Measurements include:
Aortic annulus
Sinuses of Valsalva
Figure 16-3. PLAX view showing aortic root dilatation at the sinuses of Valsalva (double-headed arrow) in a patient with Marfan’s syndrome.
Sinotubular junction
Proximal ascending aorta
Aortic arch (suprasternal view)
Abdominal aorta (subcostal view)
Indications for Operative Intervention for Thoracic Aneurysms
Ascending aorta or aortic sinus diameter ≥5.5 cm
Genetically mediated disorders with higher risk of dissection (e.g., Marfans, Ehlers Danlos, Bicuspid aortic valve, Turner’s syndrome, Loeys–Dietz syndrome, Familial thoracic aortic aneurysm or dissection) ≥4–5 cm depending on condition
Ascending aorta or aortic root >4.5 cm in patients already undergoing aortic valve replacement
Rapidly expanding aneurysms (>5 mm/year) when ascending aorta or aortic sinus <5.5 cm
Sinus of Valsalva Aneurysm
These aneurysms usually involve abnormal dilatation of one of the sinuses of Valsalva (Fig. 16-4).
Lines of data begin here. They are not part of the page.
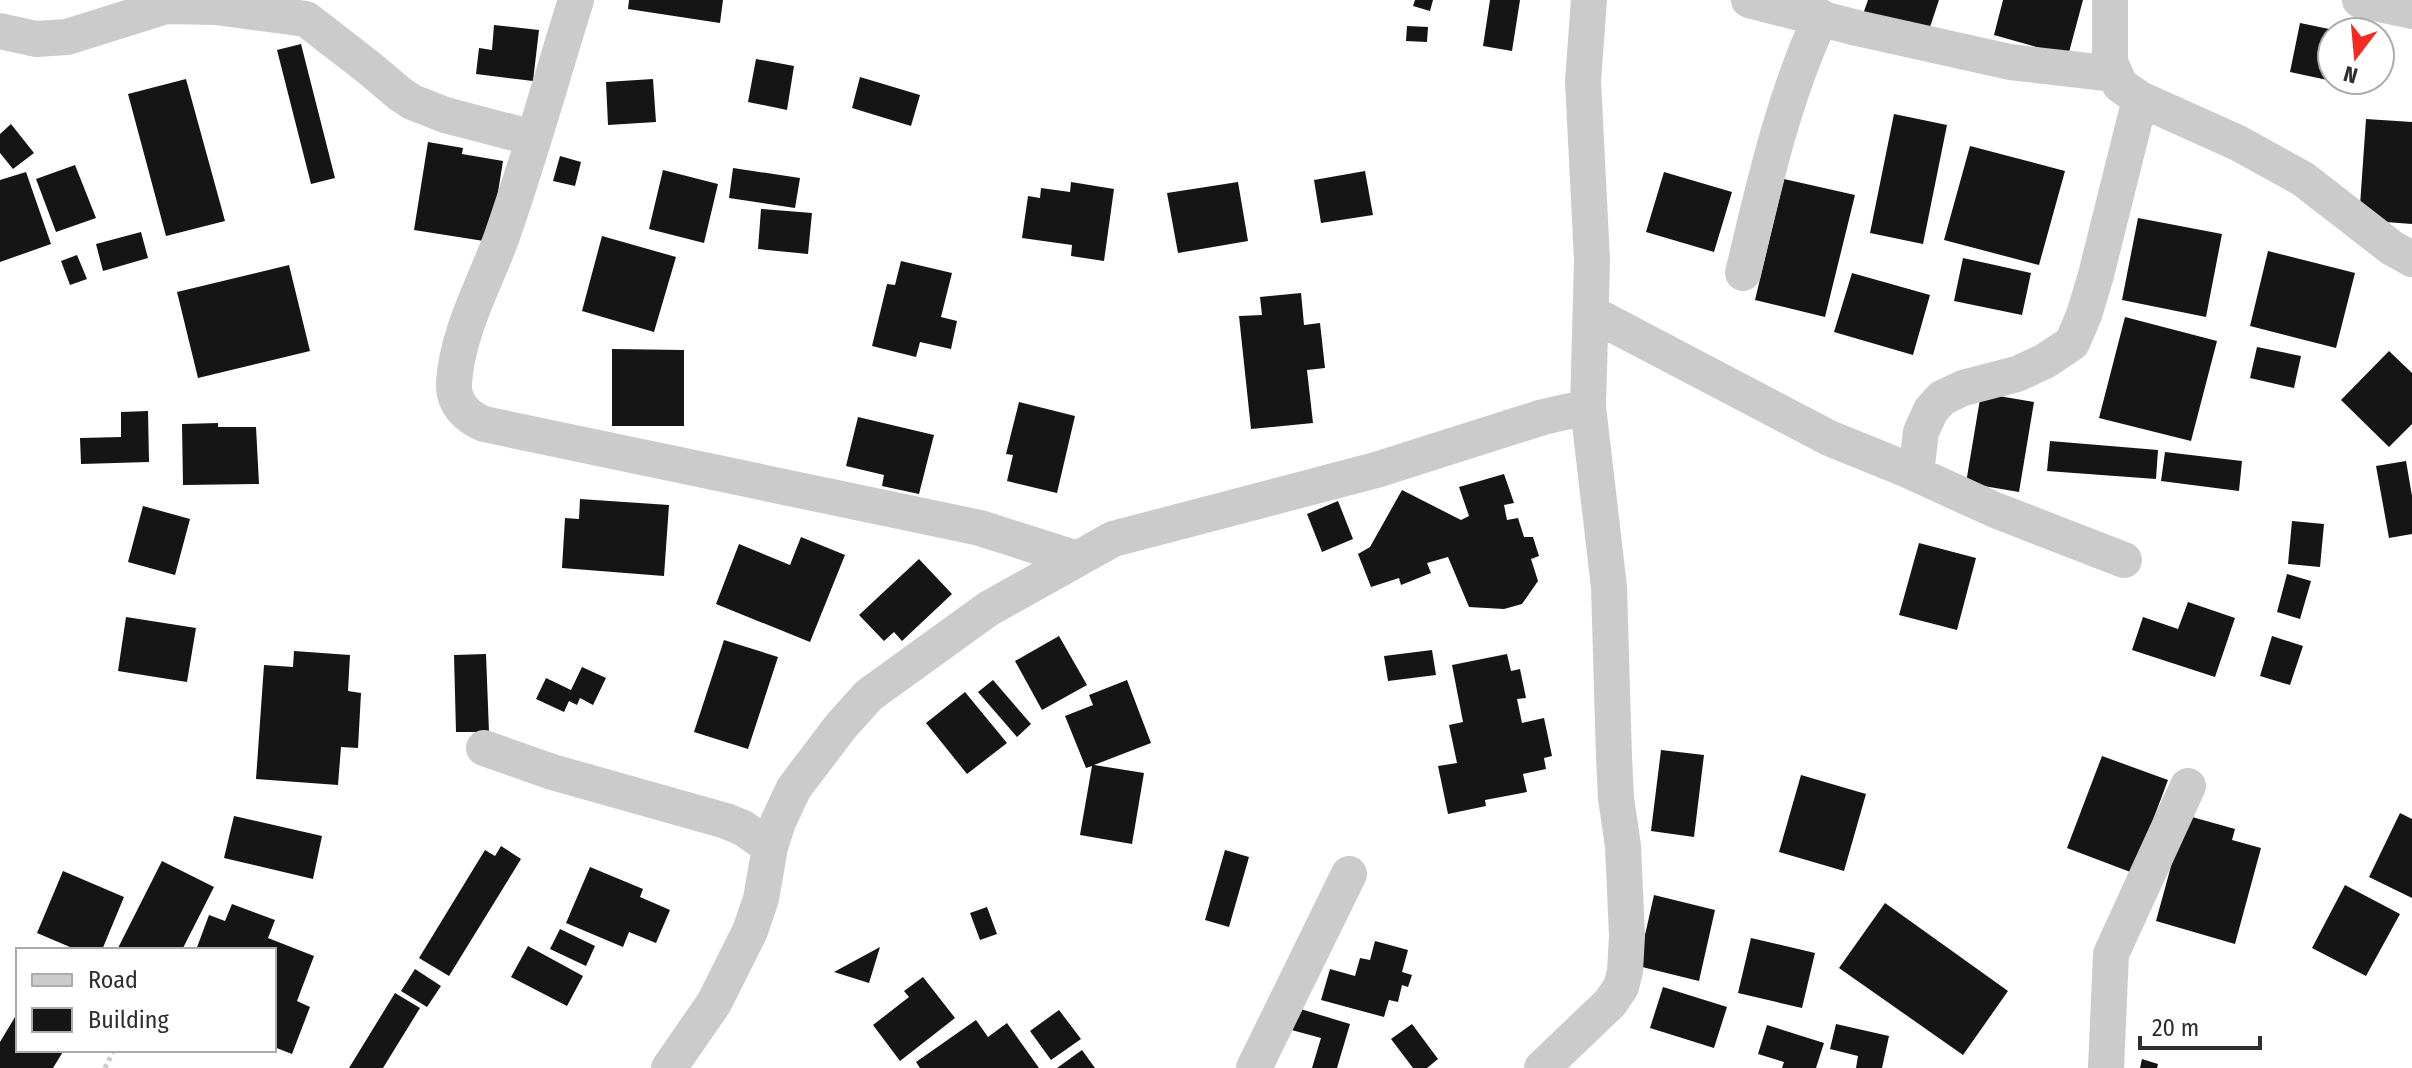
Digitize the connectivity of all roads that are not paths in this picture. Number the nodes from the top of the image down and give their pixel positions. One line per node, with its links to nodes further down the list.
1 (576, 0): 11 (street)
2 (1589, 0): 14 (street)
3 (1749, 0): 8 (street)
4 (2110, 0): 10 (street)
5 (2360, 0): 7 (street)
6 (305, 10): 9 (street); 11 (street)
7 (2412, 11)
8 (1821, 17): 10 (street); 13 (street)
9 (0, 31)
10 (2128, 87): 12 (street); 16 (street)
11 (533, 138): 17 (street)
12 (2412, 259)
13 (1743, 273)
14 (1591, 313): 15 (street); 16 (street)
15 (1588, 407): 17 (street); 25 (street)
16 (1916, 473): 18 (street)
17 (1077, 559): 21 (street)
18 (2124, 560)
19 (484, 748): 21 (street)
20 (2188, 786): 26 (street)
21 (770, 847): 23 (street)
22 (1349, 874): 24 (street)
23 (669, 1068)
24 (1254, 1068)
25 (1542, 1068)
26 (2106, 1068)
Sinus of Valsalva aneurysms (SVA) may be congenital or due to processes that involve the aortic root such as Marfan’s syndrome, syphilis, endocarditis, trauma, or prior surgery.
SVA may appear as a “windsock” deformity projecting into adjacent structures.
SVAs originate most commonly from the right coronary sinus.
Figure 16-4. Short-axis TEE image of the aortic valve demonstrating a large right coronary sinus of Valsalva aneurysm (NCS, non-coronary sinus; LCS, left coronary sinus; RCS, right coronary sinus).
Aneurysms of the right coronary sinus protrude into the RV outflow tract, while left coronary sinus aneurysms protrude into the left atrium and the non-coronary sinus into the right atrium.
Associated conditions include ventricular septal defect (VSD), bicuspid aortic valve, aortic regurgitation, pulmonary stenosis, atrial septal defect (ASD), and coarctation of the aorta.
Key Point:
Rupture of SVA into adjacent structures is the main cause of mortality. Cardiac tamponade can occur if rupture occurs into the pericardial sac.